The mechanical engineering student team went through several redesigns during the semester before creating a handcycle case for Duran that met all the project requirements and the course budget.

Rossi said the project made for a unique capstone course experience because she was able to see the impact of her team’s work.

“Sometimes students might see capstones as just another class, but once I started realizing that this was actually going to be used and was useful for Duran, it made me want to do my best and give my best,” she said.

Duran discovered the Quality of Life Plus program during his time at the Walter Reed National Military Medical Center, where he was receiving physical rehabilitation treatments for injuries he sustained in July of 2011. While serving overseas, an explosion caused Duran to fall over a cliffside, resulting in broken bones, a spinal cord injury and life-long illnesses caused by his injuries.

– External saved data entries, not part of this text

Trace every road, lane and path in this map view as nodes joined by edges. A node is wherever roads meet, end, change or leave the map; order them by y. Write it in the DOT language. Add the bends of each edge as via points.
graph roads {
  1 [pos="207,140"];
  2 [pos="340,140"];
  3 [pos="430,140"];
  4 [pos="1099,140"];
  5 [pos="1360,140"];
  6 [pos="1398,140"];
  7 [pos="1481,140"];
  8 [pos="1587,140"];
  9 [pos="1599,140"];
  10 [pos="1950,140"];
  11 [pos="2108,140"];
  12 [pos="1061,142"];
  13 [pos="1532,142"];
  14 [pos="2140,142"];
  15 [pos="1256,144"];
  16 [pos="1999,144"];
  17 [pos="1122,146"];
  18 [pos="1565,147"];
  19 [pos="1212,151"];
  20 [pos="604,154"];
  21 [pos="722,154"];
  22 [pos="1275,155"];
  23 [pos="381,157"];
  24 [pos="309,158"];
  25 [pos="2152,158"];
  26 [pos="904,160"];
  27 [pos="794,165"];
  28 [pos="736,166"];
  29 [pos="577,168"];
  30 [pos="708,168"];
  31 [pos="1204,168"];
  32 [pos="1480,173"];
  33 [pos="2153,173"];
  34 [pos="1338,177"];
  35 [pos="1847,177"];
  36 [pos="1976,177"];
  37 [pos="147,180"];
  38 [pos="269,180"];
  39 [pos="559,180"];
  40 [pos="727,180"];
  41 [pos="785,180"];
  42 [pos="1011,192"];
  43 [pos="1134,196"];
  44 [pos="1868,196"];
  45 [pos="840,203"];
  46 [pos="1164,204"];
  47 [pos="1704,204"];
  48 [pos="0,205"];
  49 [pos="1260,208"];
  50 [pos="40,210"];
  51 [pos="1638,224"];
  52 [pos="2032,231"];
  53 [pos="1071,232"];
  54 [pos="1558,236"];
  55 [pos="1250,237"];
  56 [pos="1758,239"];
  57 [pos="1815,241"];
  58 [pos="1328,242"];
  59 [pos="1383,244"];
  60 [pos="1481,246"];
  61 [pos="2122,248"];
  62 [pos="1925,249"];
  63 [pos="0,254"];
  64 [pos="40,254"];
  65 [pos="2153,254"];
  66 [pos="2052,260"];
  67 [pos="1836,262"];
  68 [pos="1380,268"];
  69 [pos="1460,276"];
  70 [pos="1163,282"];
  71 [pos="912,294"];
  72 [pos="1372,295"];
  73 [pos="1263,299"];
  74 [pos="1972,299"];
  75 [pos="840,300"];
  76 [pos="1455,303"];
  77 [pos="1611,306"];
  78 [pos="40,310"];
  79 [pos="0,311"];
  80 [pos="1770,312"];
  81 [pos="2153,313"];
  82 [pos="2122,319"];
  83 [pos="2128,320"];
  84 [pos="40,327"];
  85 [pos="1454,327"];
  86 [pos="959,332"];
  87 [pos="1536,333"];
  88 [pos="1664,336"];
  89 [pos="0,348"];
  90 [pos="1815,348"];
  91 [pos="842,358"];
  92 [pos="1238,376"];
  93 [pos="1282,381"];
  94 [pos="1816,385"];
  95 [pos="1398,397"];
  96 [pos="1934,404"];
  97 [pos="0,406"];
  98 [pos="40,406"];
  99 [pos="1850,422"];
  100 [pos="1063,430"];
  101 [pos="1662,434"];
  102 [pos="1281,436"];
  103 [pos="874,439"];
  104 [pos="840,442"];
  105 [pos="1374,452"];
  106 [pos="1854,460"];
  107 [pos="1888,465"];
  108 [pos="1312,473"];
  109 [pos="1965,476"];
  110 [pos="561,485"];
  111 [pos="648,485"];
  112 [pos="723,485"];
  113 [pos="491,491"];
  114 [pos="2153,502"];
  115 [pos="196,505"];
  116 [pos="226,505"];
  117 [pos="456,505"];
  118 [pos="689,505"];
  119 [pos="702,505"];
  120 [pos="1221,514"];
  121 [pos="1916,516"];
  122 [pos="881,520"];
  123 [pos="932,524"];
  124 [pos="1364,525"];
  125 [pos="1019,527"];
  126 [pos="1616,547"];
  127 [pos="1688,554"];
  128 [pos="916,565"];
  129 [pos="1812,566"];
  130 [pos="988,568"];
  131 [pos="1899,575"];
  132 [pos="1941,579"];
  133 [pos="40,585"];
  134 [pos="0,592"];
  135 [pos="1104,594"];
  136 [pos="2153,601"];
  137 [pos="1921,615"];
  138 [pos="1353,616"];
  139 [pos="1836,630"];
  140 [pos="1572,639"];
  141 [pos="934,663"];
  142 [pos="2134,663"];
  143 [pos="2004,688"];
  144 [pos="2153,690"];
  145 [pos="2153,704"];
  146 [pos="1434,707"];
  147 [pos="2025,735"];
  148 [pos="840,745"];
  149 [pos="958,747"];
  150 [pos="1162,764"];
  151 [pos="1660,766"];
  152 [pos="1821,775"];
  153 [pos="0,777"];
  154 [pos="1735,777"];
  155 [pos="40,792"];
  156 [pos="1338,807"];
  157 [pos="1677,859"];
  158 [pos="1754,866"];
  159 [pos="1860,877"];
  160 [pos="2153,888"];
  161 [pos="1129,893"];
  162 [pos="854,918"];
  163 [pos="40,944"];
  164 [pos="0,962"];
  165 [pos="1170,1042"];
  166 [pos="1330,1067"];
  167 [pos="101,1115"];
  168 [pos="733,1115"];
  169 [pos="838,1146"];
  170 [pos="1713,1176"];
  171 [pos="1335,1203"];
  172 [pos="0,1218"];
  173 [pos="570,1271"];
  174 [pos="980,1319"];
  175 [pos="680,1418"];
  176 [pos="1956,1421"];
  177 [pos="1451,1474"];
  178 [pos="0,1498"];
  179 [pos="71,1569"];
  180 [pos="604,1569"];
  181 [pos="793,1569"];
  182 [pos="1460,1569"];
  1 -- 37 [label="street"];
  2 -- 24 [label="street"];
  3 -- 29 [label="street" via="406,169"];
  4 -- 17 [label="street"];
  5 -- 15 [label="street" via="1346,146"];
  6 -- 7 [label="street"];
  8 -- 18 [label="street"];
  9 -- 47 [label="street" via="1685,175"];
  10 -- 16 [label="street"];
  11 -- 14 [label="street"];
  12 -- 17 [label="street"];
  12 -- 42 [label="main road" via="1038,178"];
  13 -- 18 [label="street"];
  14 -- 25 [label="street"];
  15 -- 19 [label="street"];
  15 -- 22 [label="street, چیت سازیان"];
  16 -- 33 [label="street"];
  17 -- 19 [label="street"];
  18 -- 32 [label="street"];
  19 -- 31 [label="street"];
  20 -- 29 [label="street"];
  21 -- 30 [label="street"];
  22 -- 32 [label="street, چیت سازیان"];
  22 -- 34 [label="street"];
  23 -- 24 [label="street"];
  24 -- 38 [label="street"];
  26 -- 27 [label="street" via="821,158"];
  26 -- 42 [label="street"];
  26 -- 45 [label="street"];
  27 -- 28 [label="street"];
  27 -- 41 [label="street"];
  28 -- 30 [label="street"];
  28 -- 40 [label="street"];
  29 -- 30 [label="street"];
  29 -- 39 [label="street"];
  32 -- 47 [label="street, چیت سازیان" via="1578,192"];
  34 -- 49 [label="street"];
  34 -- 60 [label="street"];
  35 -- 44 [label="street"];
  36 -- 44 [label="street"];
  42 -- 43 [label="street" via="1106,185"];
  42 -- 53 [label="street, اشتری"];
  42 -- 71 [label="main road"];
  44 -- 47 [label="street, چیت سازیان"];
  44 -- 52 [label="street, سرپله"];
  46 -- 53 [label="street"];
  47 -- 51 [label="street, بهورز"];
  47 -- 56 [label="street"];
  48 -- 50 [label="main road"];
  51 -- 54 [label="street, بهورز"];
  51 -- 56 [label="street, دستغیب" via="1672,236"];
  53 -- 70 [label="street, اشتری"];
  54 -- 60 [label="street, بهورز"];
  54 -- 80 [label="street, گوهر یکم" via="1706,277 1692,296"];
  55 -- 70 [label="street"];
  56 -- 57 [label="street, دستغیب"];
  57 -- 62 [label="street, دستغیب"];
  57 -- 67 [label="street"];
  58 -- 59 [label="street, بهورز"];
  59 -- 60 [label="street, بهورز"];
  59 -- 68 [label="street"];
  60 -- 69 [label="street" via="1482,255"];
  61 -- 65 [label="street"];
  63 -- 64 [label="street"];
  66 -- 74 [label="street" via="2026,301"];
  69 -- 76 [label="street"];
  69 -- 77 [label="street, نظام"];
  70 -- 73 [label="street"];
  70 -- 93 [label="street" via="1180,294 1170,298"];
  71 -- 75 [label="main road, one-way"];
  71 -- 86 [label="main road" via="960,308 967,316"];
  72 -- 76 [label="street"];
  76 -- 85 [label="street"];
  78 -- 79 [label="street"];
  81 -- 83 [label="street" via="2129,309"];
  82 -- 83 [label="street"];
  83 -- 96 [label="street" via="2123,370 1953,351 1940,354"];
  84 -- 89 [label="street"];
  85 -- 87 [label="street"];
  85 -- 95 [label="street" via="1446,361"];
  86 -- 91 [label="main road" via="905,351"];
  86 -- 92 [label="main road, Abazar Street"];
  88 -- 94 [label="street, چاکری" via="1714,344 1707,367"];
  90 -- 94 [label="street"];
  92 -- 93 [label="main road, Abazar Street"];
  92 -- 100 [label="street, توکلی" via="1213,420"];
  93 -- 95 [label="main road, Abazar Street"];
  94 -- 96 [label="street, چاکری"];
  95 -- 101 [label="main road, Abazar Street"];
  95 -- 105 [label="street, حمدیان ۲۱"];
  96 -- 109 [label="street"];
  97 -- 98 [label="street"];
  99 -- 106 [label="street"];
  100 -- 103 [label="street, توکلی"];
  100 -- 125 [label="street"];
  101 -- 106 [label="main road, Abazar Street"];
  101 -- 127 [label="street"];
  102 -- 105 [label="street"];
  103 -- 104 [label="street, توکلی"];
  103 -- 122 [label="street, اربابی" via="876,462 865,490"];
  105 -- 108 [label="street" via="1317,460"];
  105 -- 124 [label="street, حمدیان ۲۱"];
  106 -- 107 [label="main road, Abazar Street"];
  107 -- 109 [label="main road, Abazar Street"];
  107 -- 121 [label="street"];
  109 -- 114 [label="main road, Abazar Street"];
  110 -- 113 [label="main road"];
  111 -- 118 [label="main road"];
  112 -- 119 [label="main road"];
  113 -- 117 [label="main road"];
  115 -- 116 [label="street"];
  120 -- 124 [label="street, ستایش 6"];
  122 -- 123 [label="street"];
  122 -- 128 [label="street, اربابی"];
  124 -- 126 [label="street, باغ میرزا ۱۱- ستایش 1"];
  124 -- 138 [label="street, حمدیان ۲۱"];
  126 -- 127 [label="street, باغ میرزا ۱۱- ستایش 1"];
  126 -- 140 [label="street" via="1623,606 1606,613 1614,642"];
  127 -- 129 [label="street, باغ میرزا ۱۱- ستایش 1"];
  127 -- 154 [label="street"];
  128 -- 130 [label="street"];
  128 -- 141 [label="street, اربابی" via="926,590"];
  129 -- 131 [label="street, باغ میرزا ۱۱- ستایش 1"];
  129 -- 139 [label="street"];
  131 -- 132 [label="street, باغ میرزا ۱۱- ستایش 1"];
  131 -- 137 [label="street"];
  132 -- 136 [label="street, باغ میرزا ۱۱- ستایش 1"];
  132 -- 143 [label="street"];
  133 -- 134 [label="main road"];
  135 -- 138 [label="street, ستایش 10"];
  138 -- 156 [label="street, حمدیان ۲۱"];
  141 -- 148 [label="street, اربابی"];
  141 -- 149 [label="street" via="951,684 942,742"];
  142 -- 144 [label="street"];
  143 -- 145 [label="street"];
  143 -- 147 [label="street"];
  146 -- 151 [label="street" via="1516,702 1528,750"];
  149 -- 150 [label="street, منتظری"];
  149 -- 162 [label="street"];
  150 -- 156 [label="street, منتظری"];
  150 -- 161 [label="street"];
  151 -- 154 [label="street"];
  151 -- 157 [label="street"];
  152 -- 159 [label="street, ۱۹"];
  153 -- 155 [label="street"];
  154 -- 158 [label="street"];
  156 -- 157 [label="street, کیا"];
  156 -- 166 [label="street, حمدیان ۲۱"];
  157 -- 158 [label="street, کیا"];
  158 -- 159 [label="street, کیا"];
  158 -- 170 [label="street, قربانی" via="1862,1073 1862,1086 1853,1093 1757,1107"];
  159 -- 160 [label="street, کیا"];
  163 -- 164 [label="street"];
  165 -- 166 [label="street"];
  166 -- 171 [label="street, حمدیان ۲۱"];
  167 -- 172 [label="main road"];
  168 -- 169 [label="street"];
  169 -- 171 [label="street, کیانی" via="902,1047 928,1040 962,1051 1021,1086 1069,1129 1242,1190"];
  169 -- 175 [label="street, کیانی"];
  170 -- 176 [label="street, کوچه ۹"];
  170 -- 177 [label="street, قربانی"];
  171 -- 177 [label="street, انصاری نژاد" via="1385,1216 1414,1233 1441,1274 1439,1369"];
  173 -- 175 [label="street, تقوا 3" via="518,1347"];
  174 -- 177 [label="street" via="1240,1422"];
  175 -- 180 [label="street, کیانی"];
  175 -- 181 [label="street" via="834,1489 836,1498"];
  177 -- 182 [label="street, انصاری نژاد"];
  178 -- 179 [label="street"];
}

Quality of Life Plus Chief Operating Officer Dr. Barbara Springer met Duran at the medical center after his admission. After a partnership between the USF Center for Assistive, Rehabilitation and Robotics Technologies and Quality of Life Plus began forming in 2019, Springer reached out to ask if Duran was willing to be one of the program’s “Challengers”— the veterans and first responders the nonprofit serves.

“We initially started with the project for Omar in mechanical engineering (at USF),” Springer said. “We hope to also partner with the new medical engineering department, which is jointly sponsored and governed by the colleges of engineering and medicine. It’s a great marriage of talent, and we hope to provide Quality of Life Plus Challenges for their two-semester senior projects.”

A Quality of Life Plus staff member spoke to USF College of Engineering director of strategic research projects Gus Zader, who recommended that Quality of Life Plus Founder Jon Monett take a tour of CARRT facilities and meet the center’s students and faculty. Duran is the first QL+ Challenger to work with USF students, and projects typically focus on biomedical engineering and robotics. Rossi was a CARRT research assistant for a year and a half as an undergrad, working on projects to improve the lives of those with reduced functional capabilities.

“We pitch projects, and the students get to pick which projects they want to work on, and with some of our university partners, students are assigned to work on our projects,” said Quality of Life Plus Chief Communications Officer Amber Humphrey. “But generally speaking, almost all of our students choose our projects because they want to build something that helps people, and that’s exactly the type of students we’re looking for.”